### EXERCISE PROMPT
Return each record verbatim, images excluded.

#### SUPPLIED ENTRIES

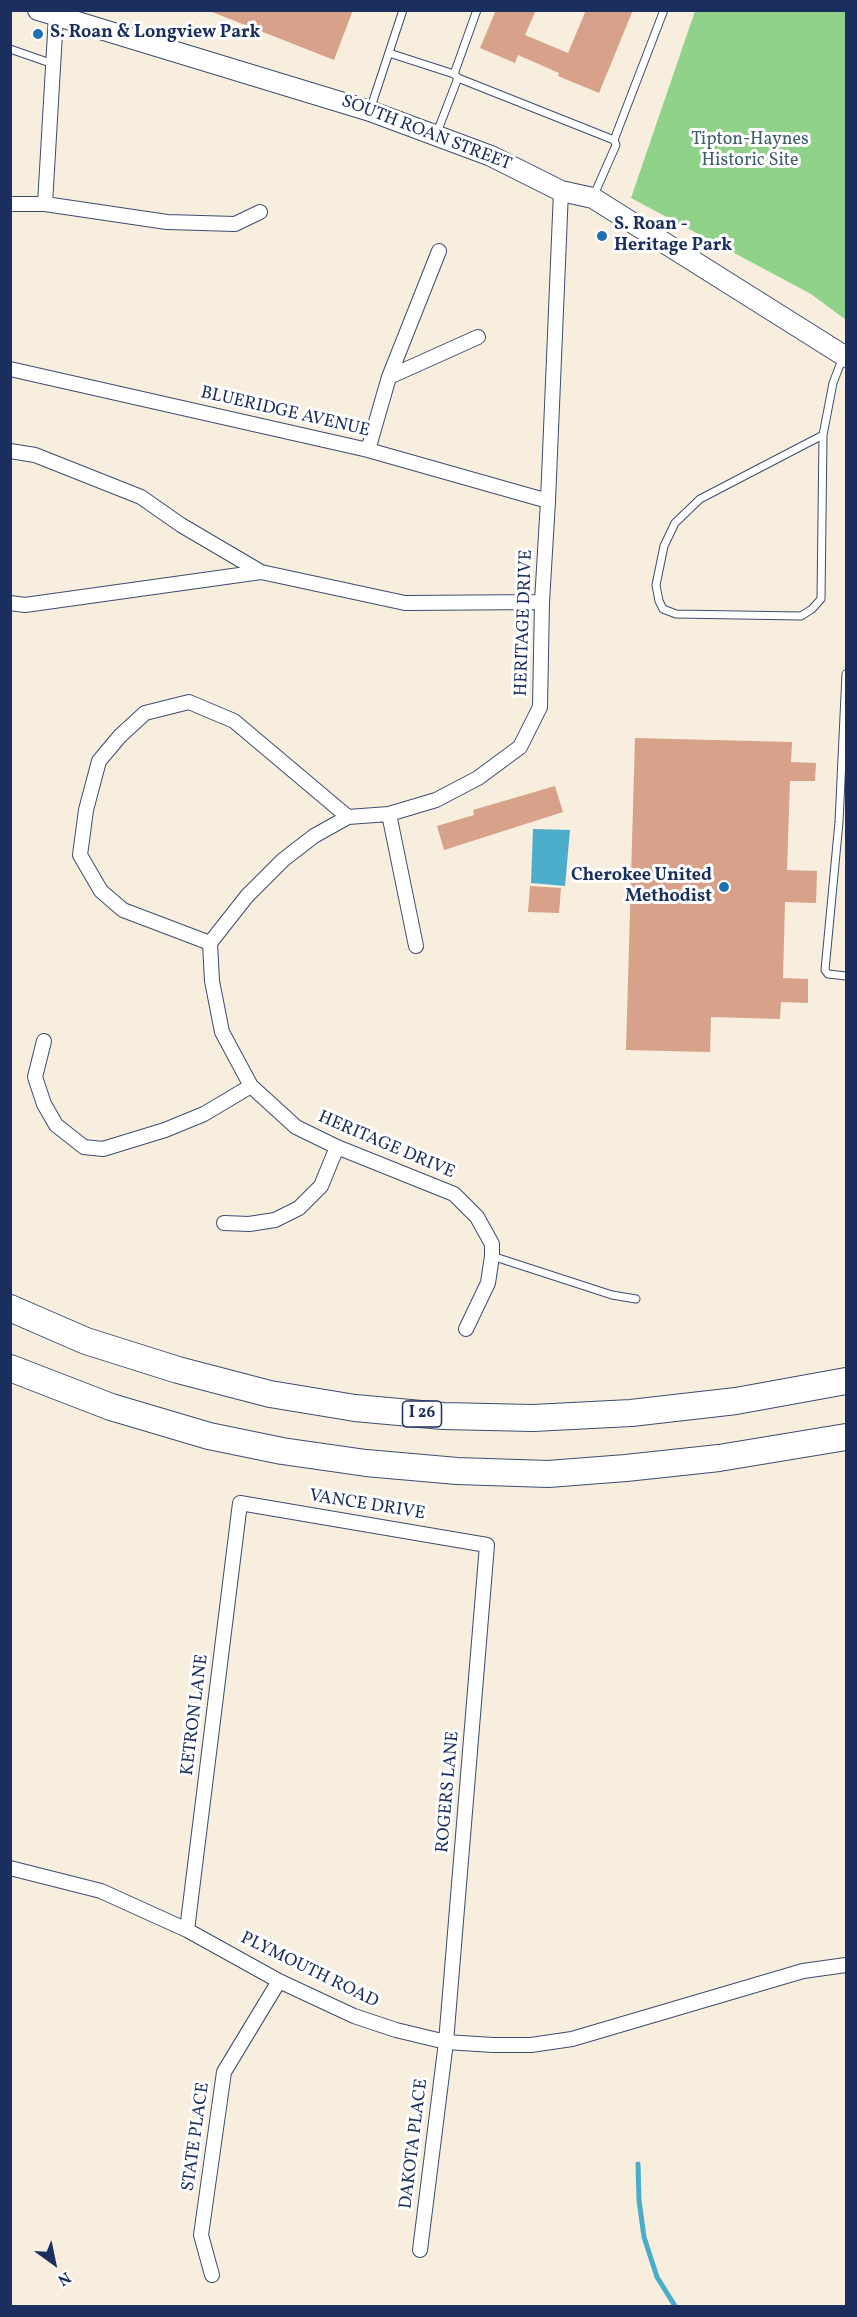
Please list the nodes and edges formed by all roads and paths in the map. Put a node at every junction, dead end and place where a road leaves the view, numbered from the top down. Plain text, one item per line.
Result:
1 (404, 10) edge
2 (477, 10) edge
3 (664, 10) edge
4 (47, 14) edge
5 (10, 49) edge
6 (389, 52) junction
7 (53, 64) junction
8 (456, 76) junction
9 (370, 111) junction
10 (436, 137) junction
11 (614, 140) junction
12 (561, 191) junction
13 (593, 198) junction
14 (10, 204) edge
15 (45, 204) junction
16 (260, 213) dead end
17 (439, 251) dead end
18 (478, 337) dead end
19 (845, 356) edge
20 (10, 369) edge
21 (389, 377) junction
22 (823, 435) junction
23 (368, 450) junction
24 (10, 451) edge
25 (548, 501) junction
26 (261, 572) junction
27 (542, 602) junction
28 (10, 603) edge
29 (846, 674) edge
30 (389, 814) junction
31 (348, 817) junction
32 (210, 943) junction
33 (416, 946) dead end
34 (846, 976) edge
35 (44, 1041) dead end
36 (251, 1086) junction
37 (337, 1147) junction
38 (224, 1223) dead end
39 (492, 1256) junction
40 (636, 1299) dead end
41 (10, 1308) edge
42 (466, 1329) dead end
43 (10, 1368) edge
44 (846, 1381) edge
45 (846, 1437) edge
46 (240, 1503) joint
47 (487, 1545) joint
48 (10, 1868) edge
49 (187, 1930) junction
50 (846, 1965) edge
51 (279, 1981) junction
52 (446, 2042) junction
53 (420, 2250) dead end
54 (212, 2275) dead end

1 - 6 lane
2 - 8 lane
3 - 11 lane
4 - 7 street
4 - 9 main road, SOUTH ROAN STREET
5 - 7 lane
6 - 8 lane
6 - 9 lane
7 - 15 street
8 - 10 lane
8 - 11 lane
9 - 10 main road, SOUTH ROAN STREET
10 - 12 main road, SOUTH ROAN STREET
11 - 13 lane
12 - 13 main road, SOUTH ROAN STREET
12 - 25 street, HERITAGE DRIVE
13 - 19 main road, SOUTH ROAN STREET
14 - 15 street
15 - 16 street
17 - 21 street
18 - 21 street
19 - 22 lane
20 - 23 street, BLUERIDGE AVENUE
21 - 23 street
22 - 22 lane
23 - 25 street, BLUERIDGE AVENUE
24 - 26 street
25 - 27 street, HERITAGE DRIVE
26 - 27 street
26 - 28 street
27 - 30 street, HERITAGE DRIVE
29 - 34 lane
30 - 31 street, HERITAGE DRIVE
30 - 33 street
31 - 32 street, HERITAGE DRIVE
31 - 32 street
32 - 36 street, HERITAGE DRIVE
35 - 36 street
36 - 37 street, HERITAGE DRIVE
37 - 38 street
37 - 39 street, HERITAGE DRIVE
39 - 40 lane
39 - 42 street, HERITAGE DRIVE
41 - 44 highway, I 26
43 - 45 highway
46 - 47 street, VANCE DRIVE
46 - 49 street, KETRON LANE
47 - 52 street, ROGERS LANE
48 - 49 street, PLYMOUTH ROAD
49 - 51 street, PLYMOUTH ROAD
50 - 52 street, PLYMOUTH ROAD
51 - 52 street, PLYMOUTH ROAD
51 - 54 street, STATE PLACE
52 - 53 street, DAKOTA PLACE

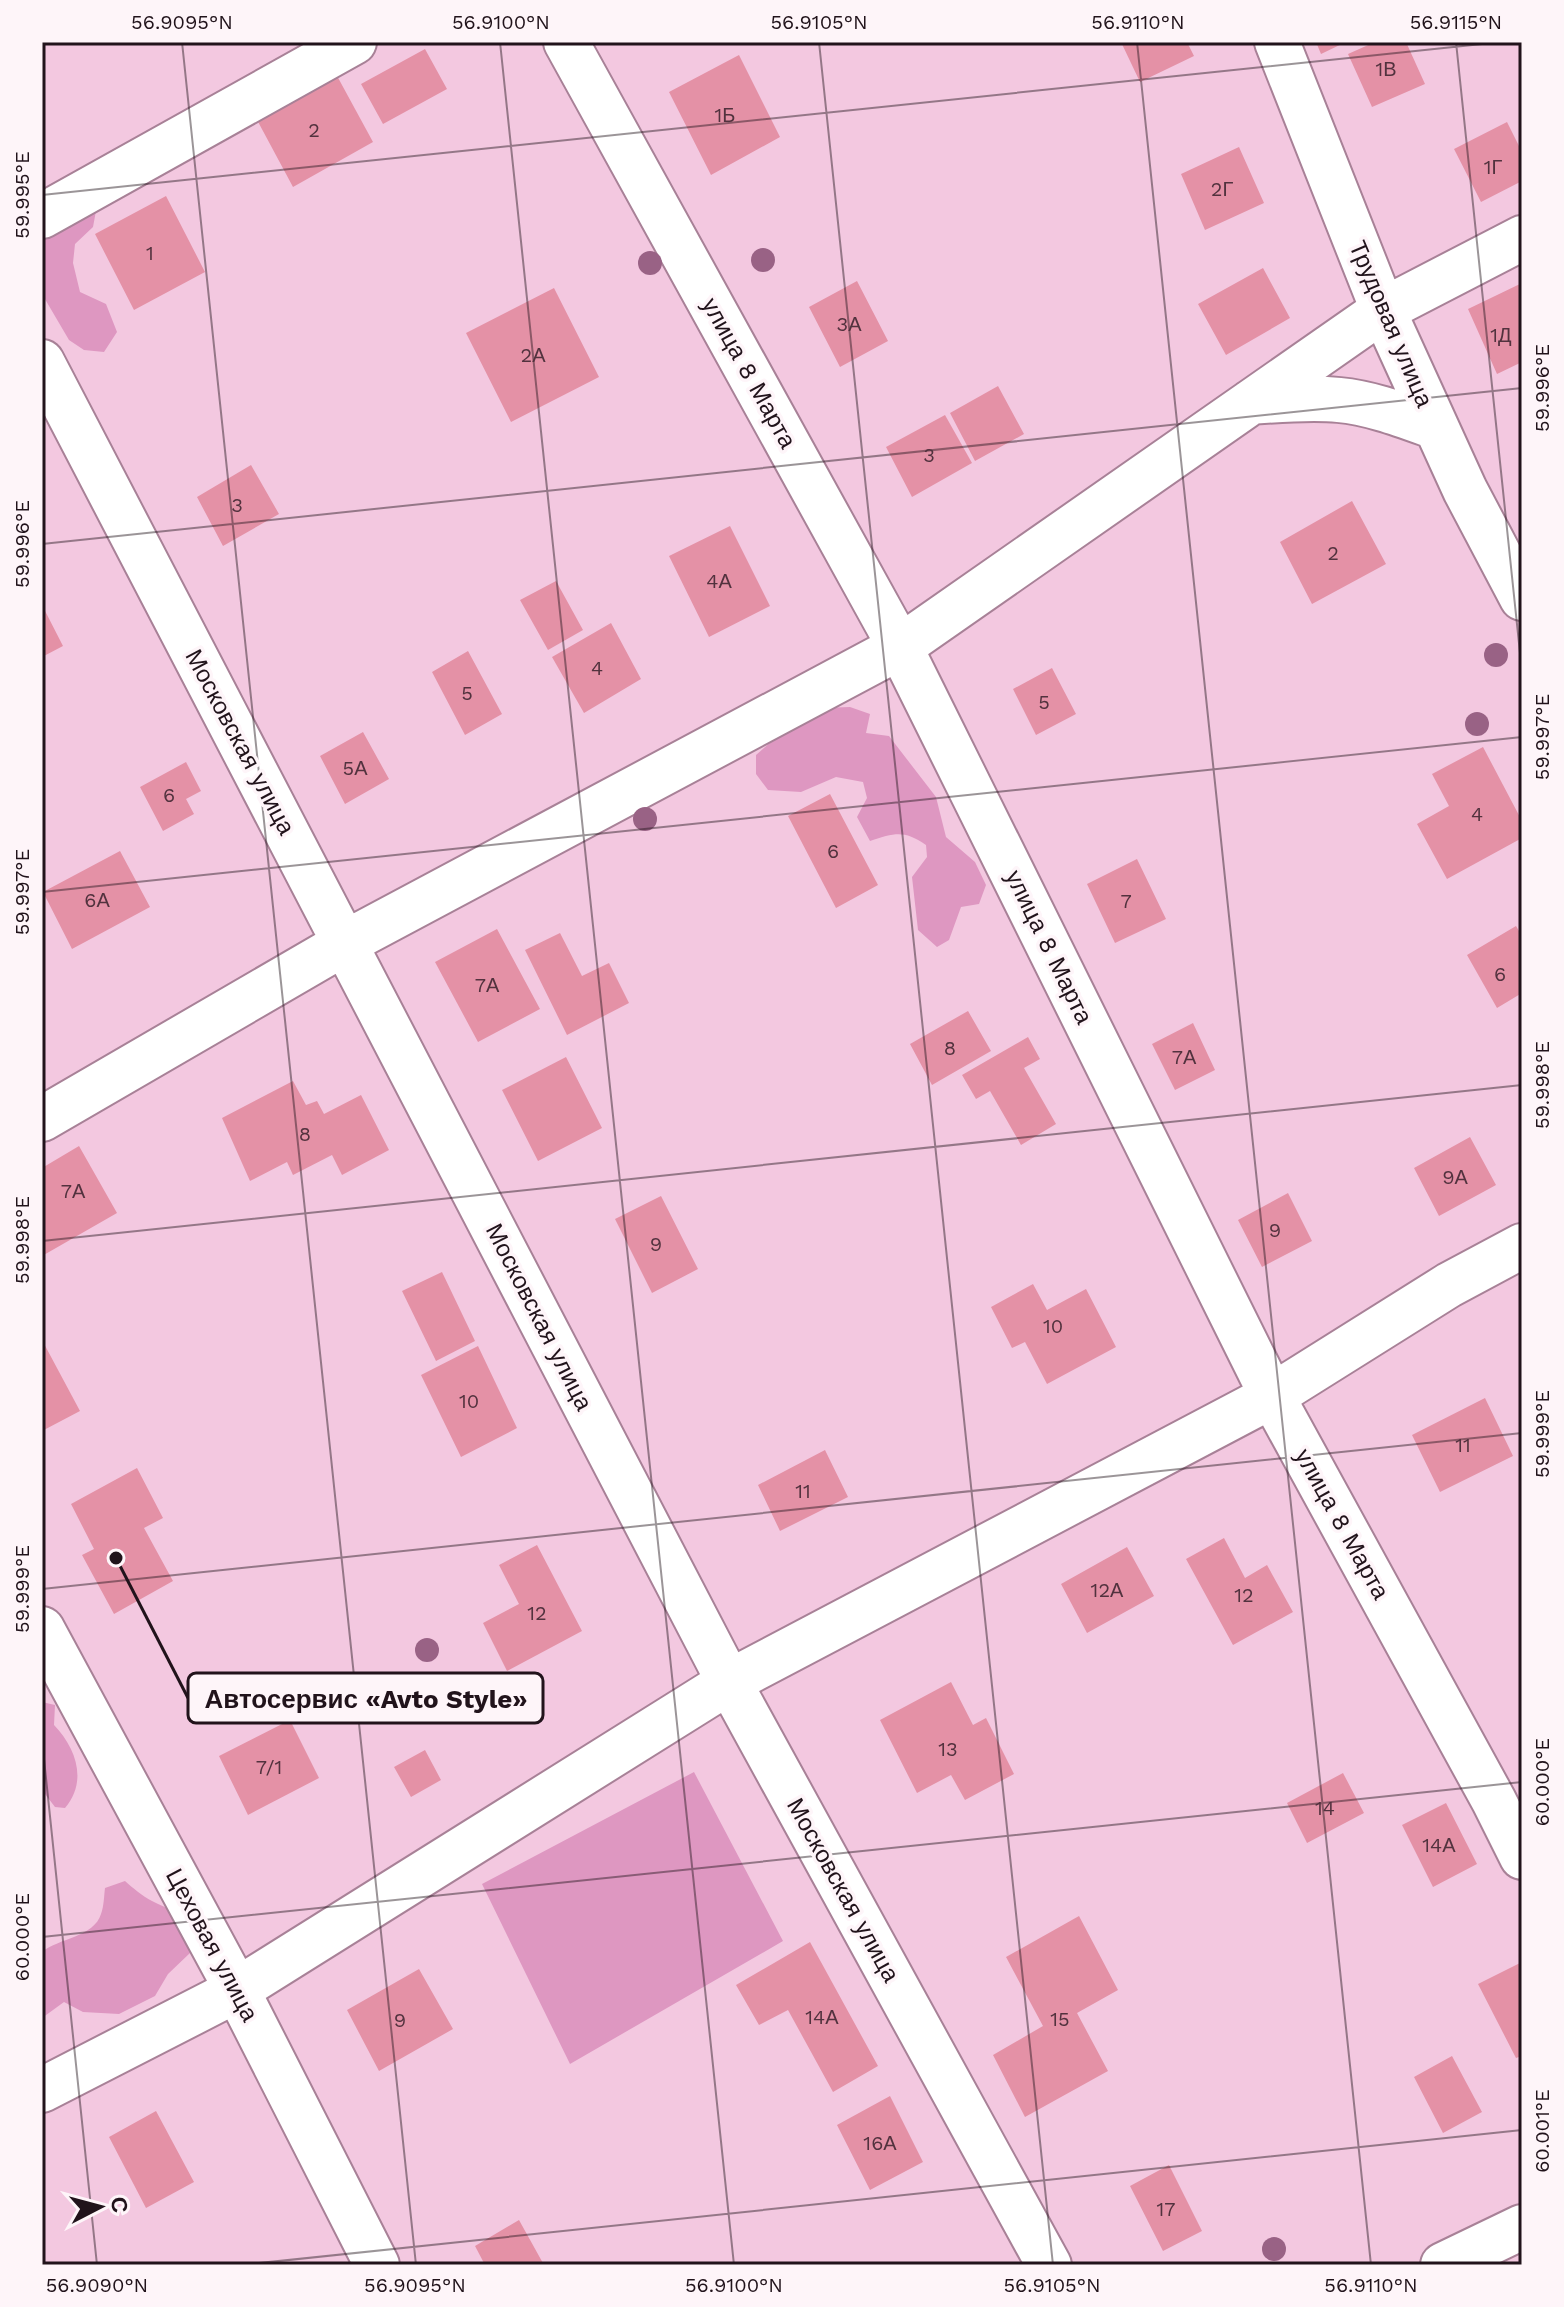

########

### SOLUTION
Please list the nodes and edges formed by all roads and paths in the map. Put a node at every junction, dead end and place where a road leaves the view, numbered from the top down. Plain text, one item per line.
Result:
1 (404, 10) edge
2 (477, 10) edge
3 (664, 10) edge
4 (47, 14) edge
5 (10, 49) edge
6 (389, 52) junction
7 (53, 64) junction
8 (456, 76) junction
9 (370, 111) junction
10 (436, 137) junction
11 (614, 140) junction
12 (561, 191) junction
13 (593, 198) junction
14 (10, 204) edge
15 (45, 204) junction
16 (260, 213) dead end
17 (439, 251) dead end
18 (478, 337) dead end
19 (845, 356) edge
20 (10, 369) edge
21 (389, 377) junction
22 (823, 435) junction
23 (368, 450) junction
24 (10, 451) edge
25 (548, 501) junction
26 (261, 572) junction
27 (542, 602) junction
28 (10, 603) edge
29 (846, 674) edge
30 (389, 814) junction
31 (348, 817) junction
32 (210, 943) junction
33 (416, 946) dead end
34 (846, 976) edge
35 (44, 1041) dead end
36 (251, 1086) junction
37 (337, 1147) junction
38 (224, 1223) dead end
39 (492, 1256) junction
40 (636, 1299) dead end
41 (10, 1308) edge
42 (466, 1329) dead end
43 (10, 1368) edge
44 (846, 1381) edge
45 (846, 1437) edge
46 (240, 1503) joint
47 (487, 1545) joint
48 (10, 1868) edge
49 (187, 1930) junction
50 (846, 1965) edge
51 (279, 1981) junction
52 (446, 2042) junction
53 (420, 2250) dead end
54 (212, 2275) dead end

1 - 6 lane
2 - 8 lane
3 - 11 lane
4 - 7 street
4 - 9 main road, SOUTH ROAN STREET
5 - 7 lane
6 - 8 lane
6 - 9 lane
7 - 15 street
8 - 10 lane
8 - 11 lane
9 - 10 main road, SOUTH ROAN STREET
10 - 12 main road, SOUTH ROAN STREET
11 - 13 lane
12 - 13 main road, SOUTH ROAN STREET
12 - 25 street, HERITAGE DRIVE
13 - 19 main road, SOUTH ROAN STREET
14 - 15 street
15 - 16 street
17 - 21 street
18 - 21 street
19 - 22 lane
20 - 23 street, BLUERIDGE AVENUE
21 - 23 street
22 - 22 lane
23 - 25 street, BLUERIDGE AVENUE
24 - 26 street
25 - 27 street, HERITAGE DRIVE
26 - 27 street
26 - 28 street
27 - 30 street, HERITAGE DRIVE
29 - 34 lane
30 - 31 street, HERITAGE DRIVE
30 - 33 street
31 - 32 street, HERITAGE DRIVE
31 - 32 street
32 - 36 street, HERITAGE DRIVE
35 - 36 street
36 - 37 street, HERITAGE DRIVE
37 - 38 street
37 - 39 street, HERITAGE DRIVE
39 - 40 lane
39 - 42 street, HERITAGE DRIVE
41 - 44 highway, I 26
43 - 45 highway
46 - 47 street, VANCE DRIVE
46 - 49 street, KETRON LANE
47 - 52 street, ROGERS LANE
48 - 49 street, PLYMOUTH ROAD
49 - 51 street, PLYMOUTH ROAD
50 - 52 street, PLYMOUTH ROAD
51 - 52 street, PLYMOUTH ROAD
51 - 54 street, STATE PLACE
52 - 53 street, DAKOTA PLACE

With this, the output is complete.